- _Problem_: Return the entries below precisely, omitting nothing.

Entries taken from a collection
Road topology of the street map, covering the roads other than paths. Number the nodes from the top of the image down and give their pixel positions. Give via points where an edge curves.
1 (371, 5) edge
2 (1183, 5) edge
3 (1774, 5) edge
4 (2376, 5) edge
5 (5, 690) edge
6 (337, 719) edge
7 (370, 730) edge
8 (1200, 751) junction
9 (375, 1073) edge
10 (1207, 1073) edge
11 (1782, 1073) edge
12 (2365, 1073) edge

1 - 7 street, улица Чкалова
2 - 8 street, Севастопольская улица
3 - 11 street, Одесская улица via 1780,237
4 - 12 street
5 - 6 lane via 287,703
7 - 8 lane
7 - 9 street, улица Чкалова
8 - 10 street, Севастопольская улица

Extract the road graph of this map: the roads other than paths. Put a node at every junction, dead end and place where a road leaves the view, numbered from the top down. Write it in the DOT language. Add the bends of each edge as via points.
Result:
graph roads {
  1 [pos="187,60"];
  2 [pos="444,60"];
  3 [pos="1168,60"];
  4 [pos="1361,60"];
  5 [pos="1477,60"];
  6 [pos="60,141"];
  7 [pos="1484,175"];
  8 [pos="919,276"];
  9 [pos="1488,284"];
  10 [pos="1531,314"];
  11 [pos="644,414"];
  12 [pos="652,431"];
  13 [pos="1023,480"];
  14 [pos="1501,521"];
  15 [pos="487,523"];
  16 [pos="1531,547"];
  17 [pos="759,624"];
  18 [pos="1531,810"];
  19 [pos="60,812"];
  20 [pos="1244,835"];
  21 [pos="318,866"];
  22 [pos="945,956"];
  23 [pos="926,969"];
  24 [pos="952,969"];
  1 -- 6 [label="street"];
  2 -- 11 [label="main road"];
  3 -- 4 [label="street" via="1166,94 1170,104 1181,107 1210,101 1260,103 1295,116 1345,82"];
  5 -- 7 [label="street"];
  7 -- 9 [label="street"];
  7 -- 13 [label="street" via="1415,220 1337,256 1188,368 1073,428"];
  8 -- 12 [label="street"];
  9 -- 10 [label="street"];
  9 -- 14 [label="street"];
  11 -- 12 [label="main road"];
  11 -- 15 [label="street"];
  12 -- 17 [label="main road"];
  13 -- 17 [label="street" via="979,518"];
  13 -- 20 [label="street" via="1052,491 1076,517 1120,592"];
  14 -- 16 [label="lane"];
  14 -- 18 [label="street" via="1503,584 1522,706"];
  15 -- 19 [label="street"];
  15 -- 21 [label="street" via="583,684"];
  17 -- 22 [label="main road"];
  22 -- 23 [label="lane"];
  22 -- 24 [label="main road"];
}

- _Task solution_:
Road topology of the street map, covering the roads other than paths. Number the nodes from the top of the image down and give their pixel positions. Give via points where an edge curves.
1 (371, 5) edge
2 (1183, 5) edge
3 (1774, 5) edge
4 (2376, 5) edge
5 (5, 690) edge
6 (337, 719) edge
7 (370, 730) edge
8 (1200, 751) junction
9 (375, 1073) edge
10 (1207, 1073) edge
11 (1782, 1073) edge
12 (2365, 1073) edge

1 - 7 street, улица Чкалова
2 - 8 street, Севастопольская улица
3 - 11 street, Одесская улица via 1780,237
4 - 12 street
5 - 6 lane via 287,703
7 - 8 lane
7 - 9 street, улица Чкалова
8 - 10 street, Севастопольская улица

Extract the road graph of this map: the roads other than paths. Put a node at every junction, dead end and place where a road leaves the view, numbered from the top down. Write it in the DOT language. Add the bends of each edge as via points.
Result:
graph roads {
  1 [pos="187,60"];
  2 [pos="444,60"];
  3 [pos="1168,60"];
  4 [pos="1361,60"];
  5 [pos="1477,60"];
  6 [pos="60,141"];
  7 [pos="1484,175"];
  8 [pos="919,276"];
  9 [pos="1488,284"];
  10 [pos="1531,314"];
  11 [pos="644,414"];
  12 [pos="652,431"];
  13 [pos="1023,480"];
  14 [pos="1501,521"];
  15 [pos="487,523"];
  16 [pos="1531,547"];
  17 [pos="759,624"];
  18 [pos="1531,810"];
  19 [pos="60,812"];
  20 [pos="1244,835"];
  21 [pos="318,866"];
  22 [pos="945,956"];
  23 [pos="926,969"];
  24 [pos="952,969"];
  1 -- 6 [label="street"];
  2 -- 11 [label="main road"];
  3 -- 4 [label="street" via="1166,94 1170,104 1181,107 1210,101 1260,103 1295,116 1345,82"];
  5 -- 7 [label="street"];
  7 -- 9 [label="street"];
  7 -- 13 [label="street" via="1415,220 1337,256 1188,368 1073,428"];
  8 -- 12 [label="street"];
  9 -- 10 [label="street"];
  9 -- 14 [label="street"];
  11 -- 12 [label="main road"];
  11 -- 15 [label="street"];
  12 -- 17 [label="main road"];
  13 -- 17 [label="street" via="979,518"];
  13 -- 20 [label="street" via="1052,491 1076,517 1120,592"];
  14 -- 16 [label="lane"];
  14 -- 18 [label="street" via="1503,584 1522,706"];
  15 -- 19 [label="street"];
  15 -- 21 [label="street" via="583,684"];
  17 -- 22 [label="main road"];
  22 -- 23 [label="lane"];
  22 -- 24 [label="main road"];
}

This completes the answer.